I think that’s why this whole thing is so hard for you. Because it’s a process, a gradual one. Of telling one person and then telling three people and then a few more. It’s not like flicking a light switch. You can’t just unfurl a banner and call it a day. I guess some people can; but not you.
Not that you’d want to. You’ve always been a little shy—a little nervous to share too much or speak too loudly, and draw too much attention. And this feels personal. So you hold it in. At least for a little while longer.
OK, so it’s June 26th, 2015 at 10:00 a.m. You’re 23 and you’re sweaty and gross and covered in mud and you haven’t slept in maybe two days. You’re working at camp and having a blast, and maybe more tired than you have ever been. You take a seat in the office and pull out your laptop and start refreshing twitter every 10 seconds. You know today is the day the Supreme Court will rule in the case of Obergefell v. Hodges—deciding on the legality of equal marriage in the United States, and you’re anxious. You need to see the decision come in.
You click refresh and there it is. You cry a little. You cry a lot. And, because you’ve always been a little over-dramatic, you write an email to your parents telling them a) you’re queer and b) please do not try and call about it because you don’t want to have a conversation. You slam your laptop shut, turn off your phone and run back outside. Your parents are not pleased. Not because of your queerness, that they respond to with nothing but love and uncomfortable comments that are their way of trying to be supportive. It’s the whole “don’t’ call me” thing they have a problem with. Which, fair enough, but also you still feel uncomfortable. You’re trying, slowly but surely, to let them in. It’s a work in progress, but it feels like work worth doing.
OK, so it’s 8:30 am and you’re 24 and you’re sitting in a staff meeting at work and people are just idly chatting, waiting for the meeting to get started. You’ve only been here a few days, but you’re excited. You’re making a to-do list on your notepad and kind of sort of eavesdropping on the conversation happening next to you. The woman speaking makes a homophobic joke and the man she’s talking to laughs, and you sit up a little straighter. Look around the room, and steel yourself. No one here knows, and no one here will know. This isn’t going to be a place where you can talk about yourself.

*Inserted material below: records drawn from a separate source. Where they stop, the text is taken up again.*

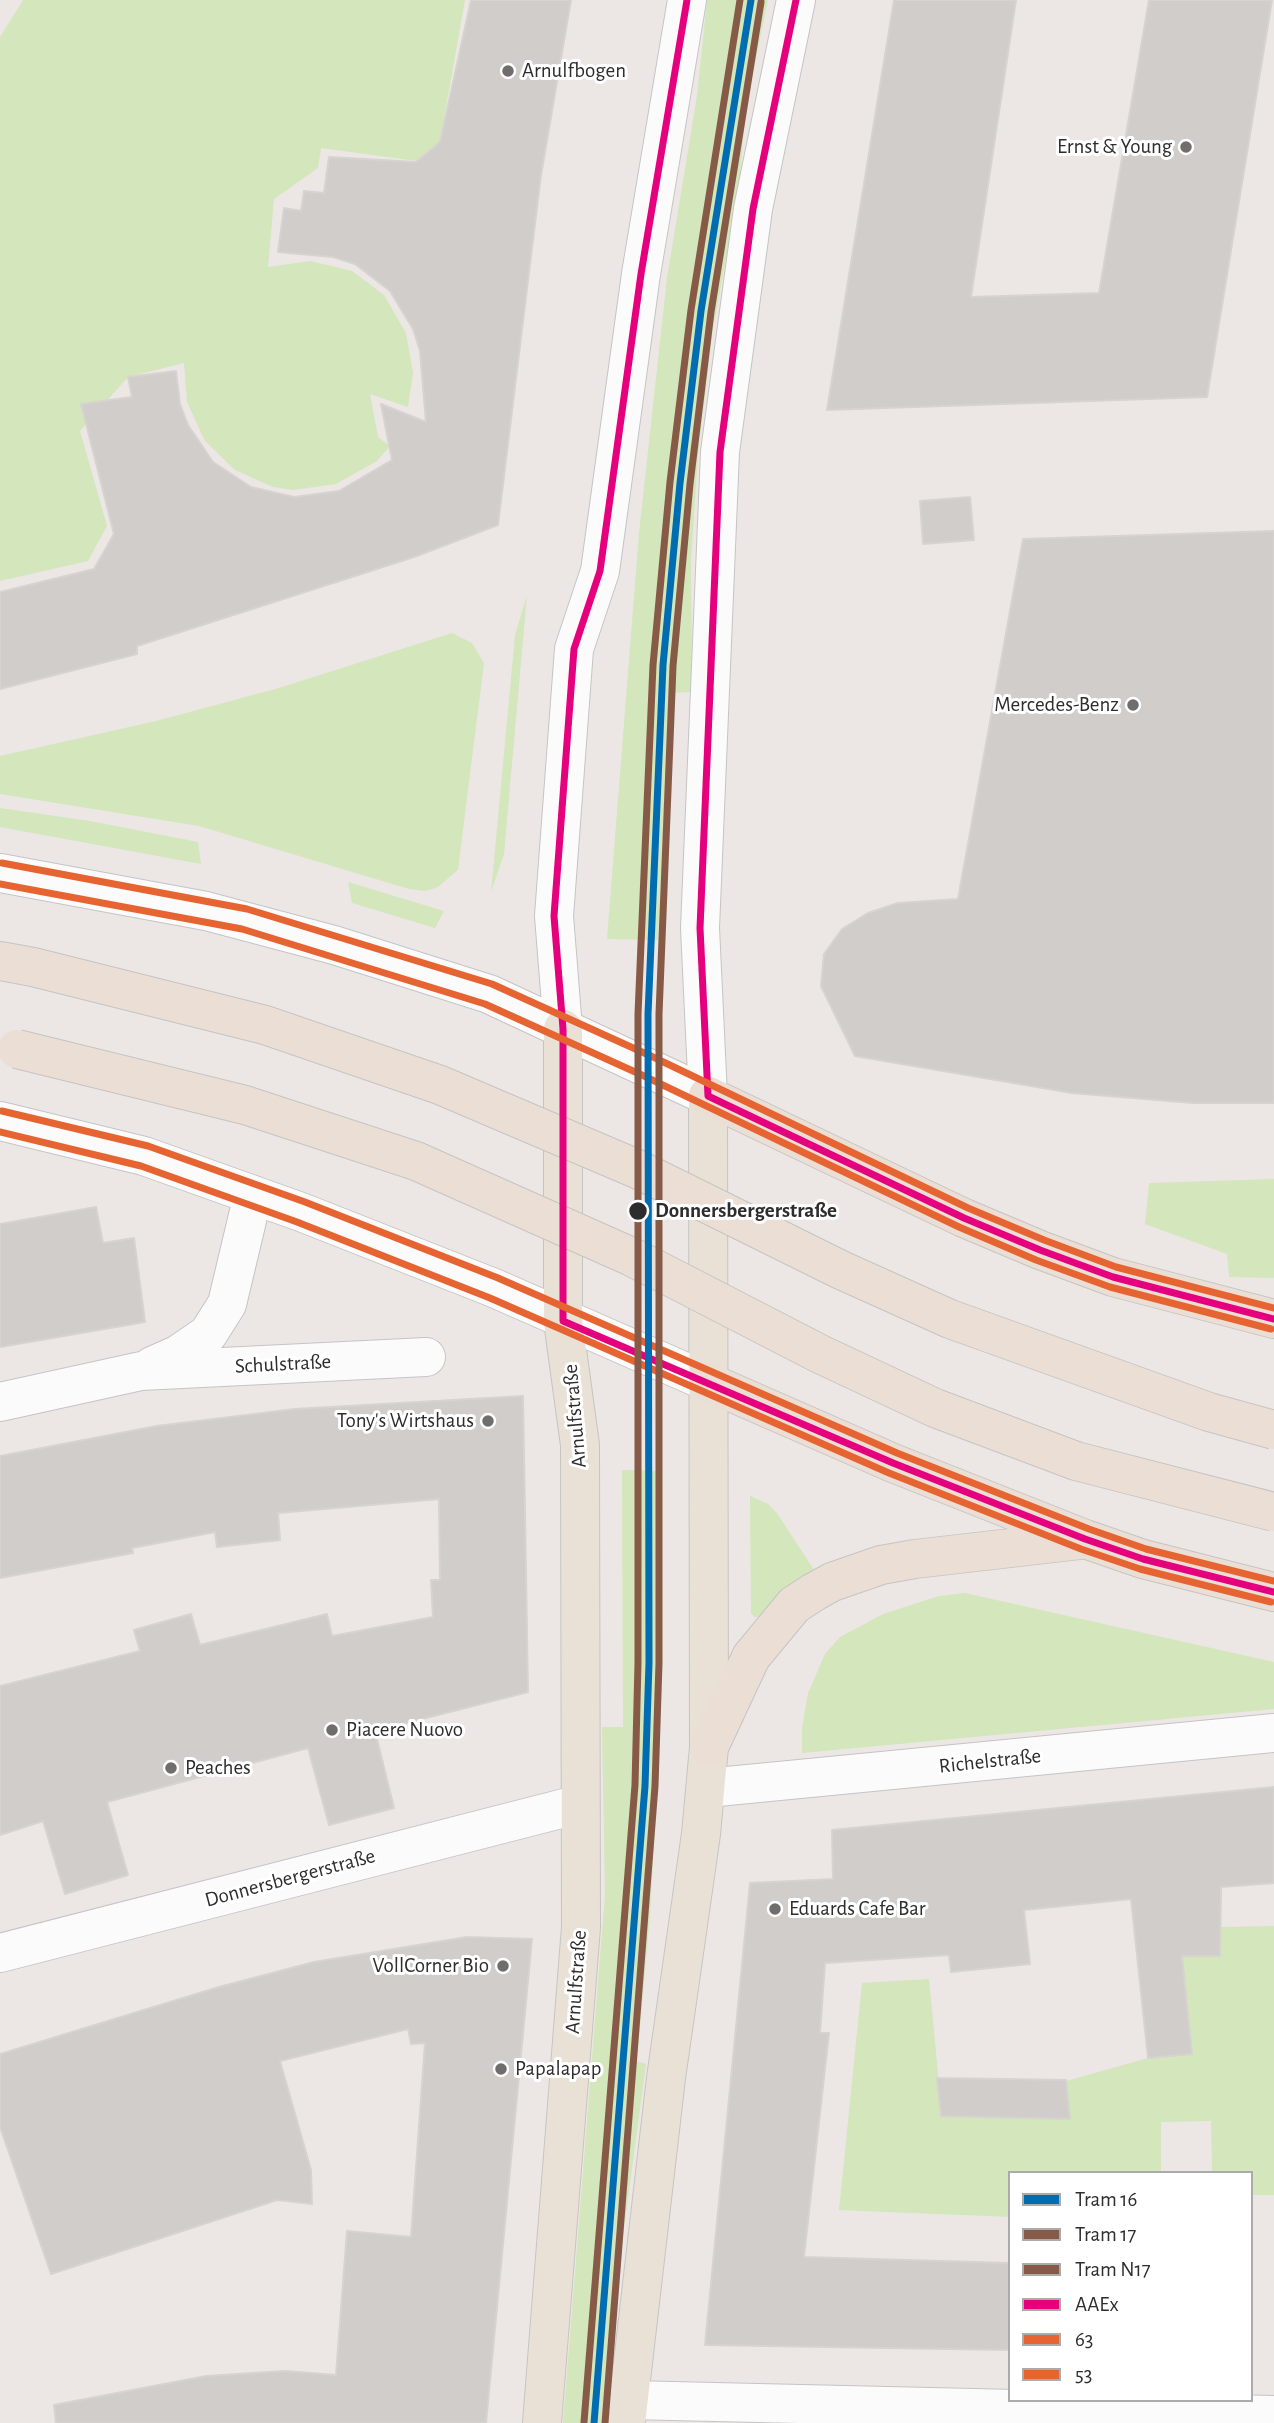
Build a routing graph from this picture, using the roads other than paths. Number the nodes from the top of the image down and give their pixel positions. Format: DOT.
graph roads {
  1 [pos="687,0"];
  2 [pos="796,0"];
  3 [pos="0,873"];
  4 [pos="17,964"];
  5 [pos="563,1029"];
  6 [pos="8,1048"];
  7 [pos="708,1096"];
  8 [pos="0,1121"];
  9 [pos="253,1195"];
  10 [pos="1274,1319"];
  11 [pos="563,1321"];
  12 [pos="426,1357"];
  13 [pos="141,1371"];
  14 [pos="708,1382"];
  15 [pos="0,1402"];
  16 [pos="1274,1430"];
  17 [pos="1274,1513"];
  18 [pos="1085,1539"];
  19 [pos="1274,1592"];
  20 [pos="1274,1732"];
  21 [pos="709,1747"];
  22 [pos="707,1788"];
  23 [pos="580,1804"];
  24 [pos="0,1953"];
  25 [pos="628,2412"];
  26 [pos="1274,2415"];
  27 [pos="542,2423"];
  1 -- 5 [label="main road, Arnulfstraße"];
  2 -- 7 [label="main road"];
  3 -- 5 [label="main road"];
  4 -- 16 [label="highway, bridge"];
  5 -- 7 [label="main road"];
  5 -- 11 [label="main road, Arnulfstraße"];
  6 -- 17 [label="highway, bridge"];
  7 -- 10 [label="highway"];
  7 -- 14 [label="main road"];
  8 -- 9 [label="main road"];
  9 -- 11 [label="main road"];
  9 -- 13 [label="main road, Schulstraße"];
  11 -- 14 [label="main road"];
  11 -- 23 [label="main road, Arnulfstraße"];
  12 -- 13 [label="main road, Schulstraße"];
  13 -- 15 [label="main road, Schulstraße"];
  14 -- 18 [label="highway"];
  14 -- 21 [label="main road"];
  18 -- 19 [label="highway"];
  18 -- 21 [label="highway"];
  20 -- 22 [label="main road, Richelstraße"];
  21 -- 22 [label="main road"];
  22 -- 25 [label="main road"];
  23 -- 24 [label="main road, Donnersbergerstraße"];
  23 -- 27 [label="main road, Arnulfstraße"];
  25 -- 26 [label="main road"];
}
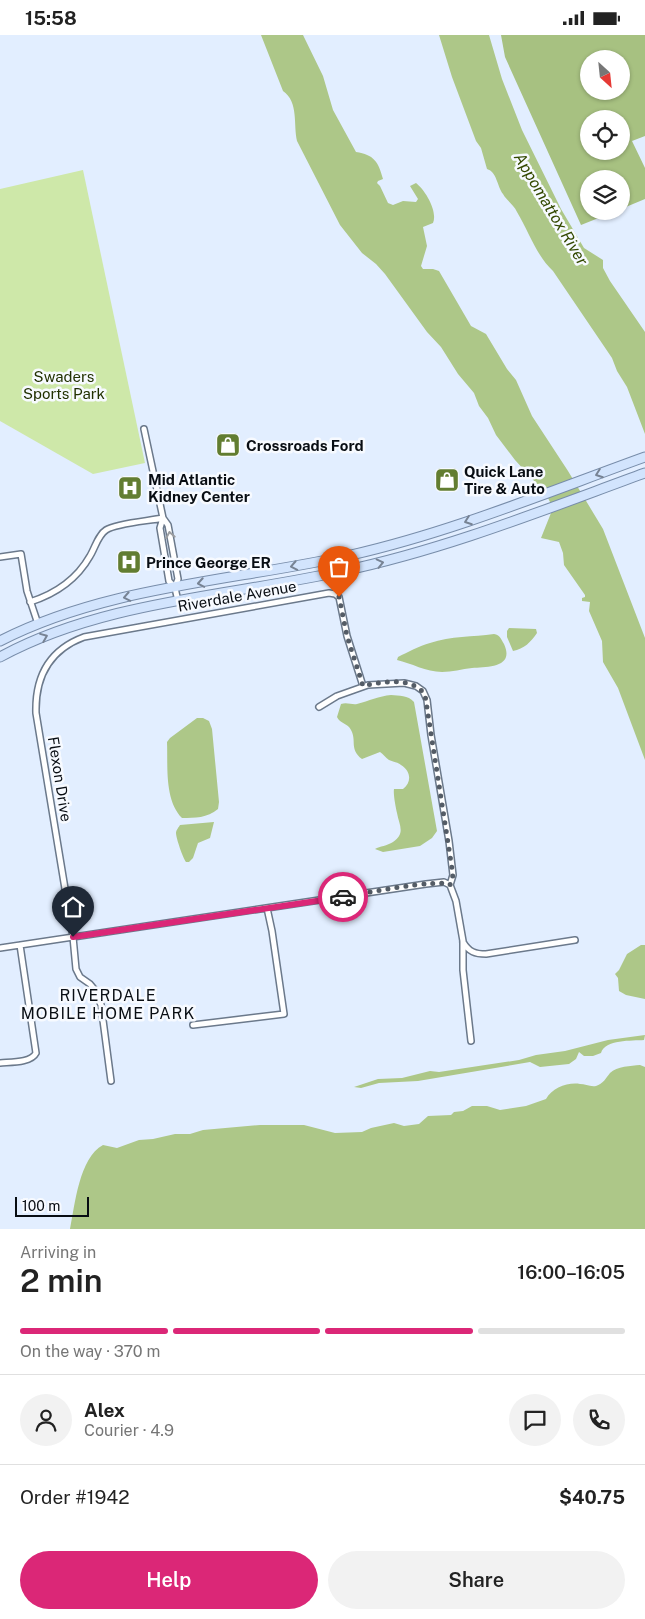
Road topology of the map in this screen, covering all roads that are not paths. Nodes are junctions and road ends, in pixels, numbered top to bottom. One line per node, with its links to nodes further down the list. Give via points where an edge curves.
1 (144, 429): 4 (street)
2 (645, 457): 6 (main road, one-way to 6, via 438,532 372,550)
3 (645, 473): 8 (main road, one-way to 3, via 385,562)
4 (163, 518): 6 (street, one-way to 4, via 178,579 168,525); 6 (street, via 160,528 166,564 169,581); 7 (street, via 106,530 83,567 71,579 45,597)
5 (0, 557): 7 (street, via 20,554)
6 (175, 588): 8 (street); 9 (main road, one-way to 9, via 94,605)
7 (30, 602): 9 (street)
8 (178, 602): 12 (main road, one-way to 8, via 79,624)
9 (38, 624): 11 (main road)
10 (77, 640): 13 (street, Riverdale Avenue, via 333,593 339,597); 17 (street, Flexon Drive, via 55,654 46,667 38,684 36,701)
11 (0, 641)
12 (0, 657)
13 (363, 686): 14 (street); 15 (street, via 410,684 425,695 449,841 453,875)
14 (319, 707)
15 (450, 885): 16 (street, via 444,882 426,884); 19 (street)
16 (267, 908): 17 (street); 22 (street, via 284,1014)
17 (73, 937): 20 (street); 25 (street, Flexon Drive, via 76,969 95,990 101,1005)
18 (575, 940): 19 (street, via 478,954 469,951)
19 (463, 941): 23 (street)
20 (20, 945): 21 (street); 24 (street, via 36,1053 30,1059)
21 (0, 948)
22 (193, 1025)
23 (471, 1041)
24 (0, 1063)
25 (111, 1081)

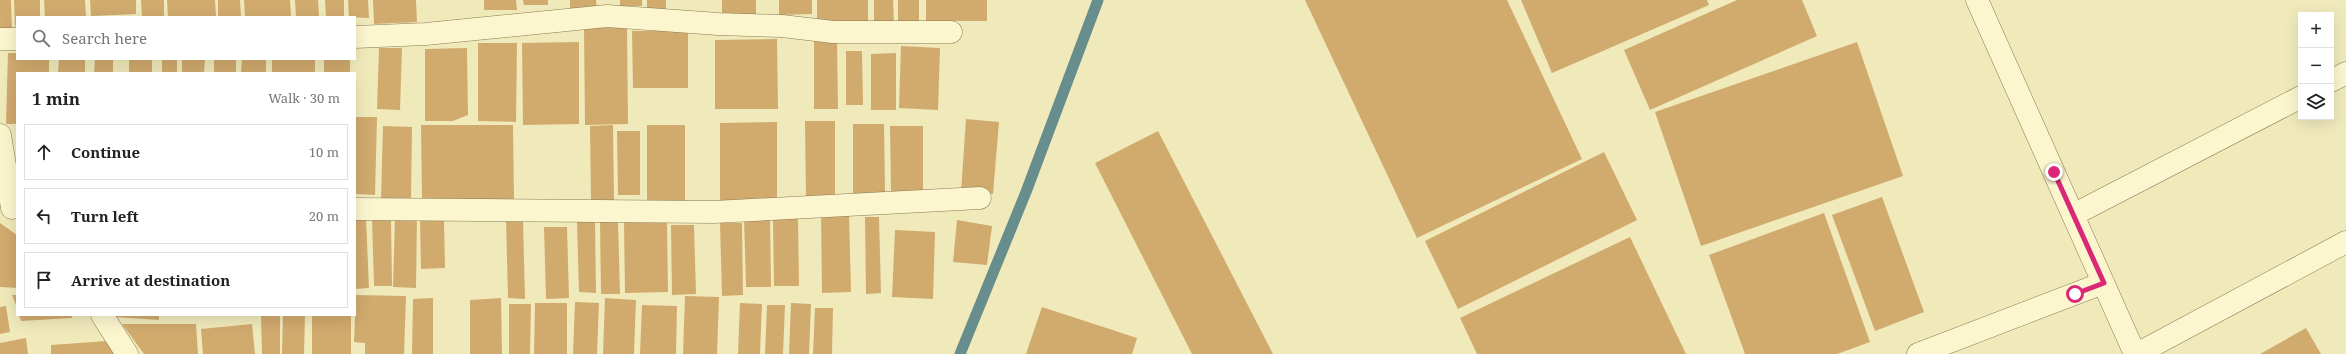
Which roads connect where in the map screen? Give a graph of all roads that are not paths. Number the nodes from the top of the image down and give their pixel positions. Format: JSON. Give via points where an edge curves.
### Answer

There are a lot of those places. More and more every year, it feels like. And it’s hard to keep track, to do the mental math in your head to figure out when you can talk and when a stray comment you make without thinking will be the reason your new coworkers don’t talk to you. So you guard yourself, become quiet. It’s hard, but it’s necessary. You don’t know what the other choice is.
OK, so it’s October, 2018 and it’s National Coming Out Day. You kind of hate these days—they feel forced and you feel so conspicuous, so anxious, so not ready. But you are ready. To live proudly and boldly and publicly and truly. You can still learn and still grow and still change (and you should still learn and still grow and still change!) all while being open and honest. And you are. And your life is better for it.
You’ve lived a lot of places and done a lot of things, and been a lot of versions of yourself. But this one—26, living in Boston, 2 roommates, overly fond of bright lipstick, way too many books and not enough items of warm clothing, working at a Queer Jewish organization and feeling free to be both Jewish and Queer in equal measure—feels right. It feels exciting. It feels like progress. It feels good.
You don’t have all the answers now. You never really will. But you’ll learn more and get more comfortable. You’ll make queer friends and go on good dates and bad dates and mediocre dates. You’ll love people and like people and hate people, and spend too much time thinking about Janelle Monáe. But that’s cool. That’s growing up. That’s what gets you here.